Thank you for your reply. Mine has been an ongoing battle to get a second opinion from a lupus expert. I have posted here many times. I even went to my MP. I ended up seeing someone privately in April and my diagnosis has been amended from SCLE to SLE. I am awaiting the experts letter to get things moving forward locally. But I will continue to see private doctor. It's such a shame there isn't better to access to lupus specialists for us all, without a battle first. Best wishes.

happytulip profile image
happytulip

Yes, I've really been in a constant up and down flare since 2014. Only on rare occasions do my bloods indicate inflammation but fortunately I have a brilliant rheumatologist and Specialist Nurse. They actually listen to my symptoms and examine me before looking at my bloods. You can't really argue with hair loss, a deep red malar rash, an ECG and echo that shows pericarditis and swollen red joints. I have all of those symptoms and my bloods are usually normal.

Sometimes my ESR does get raised but nothing spectacular. I always think that it's weird how doctors can say, "I know you don't feel well but your bloods are normal, your ESR is within normal range. It's the higher end of normal but it's still normal." And then I want to reply, "yes doctor.

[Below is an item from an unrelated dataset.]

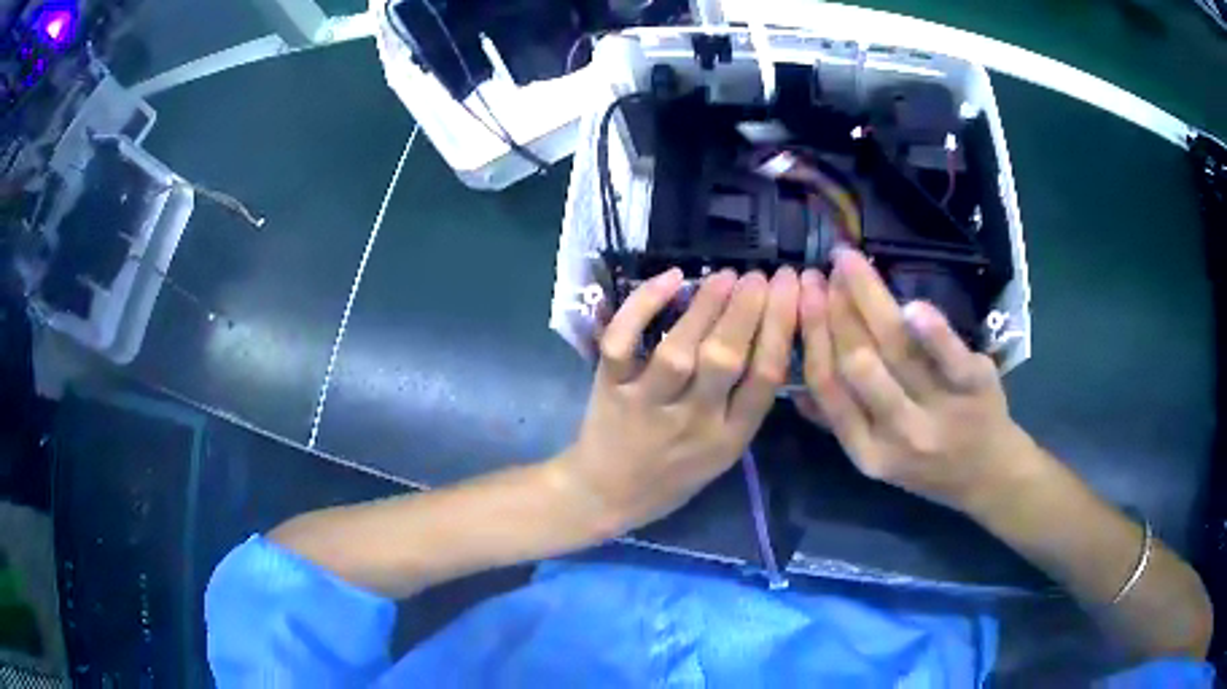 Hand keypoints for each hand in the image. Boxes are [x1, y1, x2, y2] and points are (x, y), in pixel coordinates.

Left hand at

My ESR is in the high end of normal but that is despite being on 20mg of Pred. I wonder what my inflammatory markers would be if I wasn't on steroids."

I have a lot of relations with auto-immune disease and all their blood work tends to be unimpressive too. I'm just lucky that I've found a team that believes my symptoms and actually examines me instead of just looking at a computer screen.

Oddly, when I once did get admitted to hospital in 2013 with symptoms of what I now recognise as a severe flare (this was before I got diagnosed and it was all put down to a migraine) I had really, really abnormal bloods with a neut count of 0.5 and WBC 1.2. And they sent me home!! Crazy!

Poppyfields65 profile image
Poppyfields65

Apart from the CRP AND ESR, does anyone have complements such as C3 and C4 tested? And if so do they normally tend to be abnormal?

Fennella02 profile image
Fennella02 in reply toPoppyfields65

Yes. Sometimes low, sometimes low side of normal.

KRutherford profile image
KRutherford

Good thought - I've had low C3 on several occasions, low normal C4. Probably running it every 6 months while all my other labs are done more frequently. It was one of my abnormal labs that showed up a couple of years into the diagnoses process and met part of the diagnostic criteria. Also very low lymphocytes. It is psychologically reassuring to know that other people have normal inflammatory markers in spite of having LOTS of inflammation- since even though you can find that info in research, obviously there are docs who think they should go hand in hand.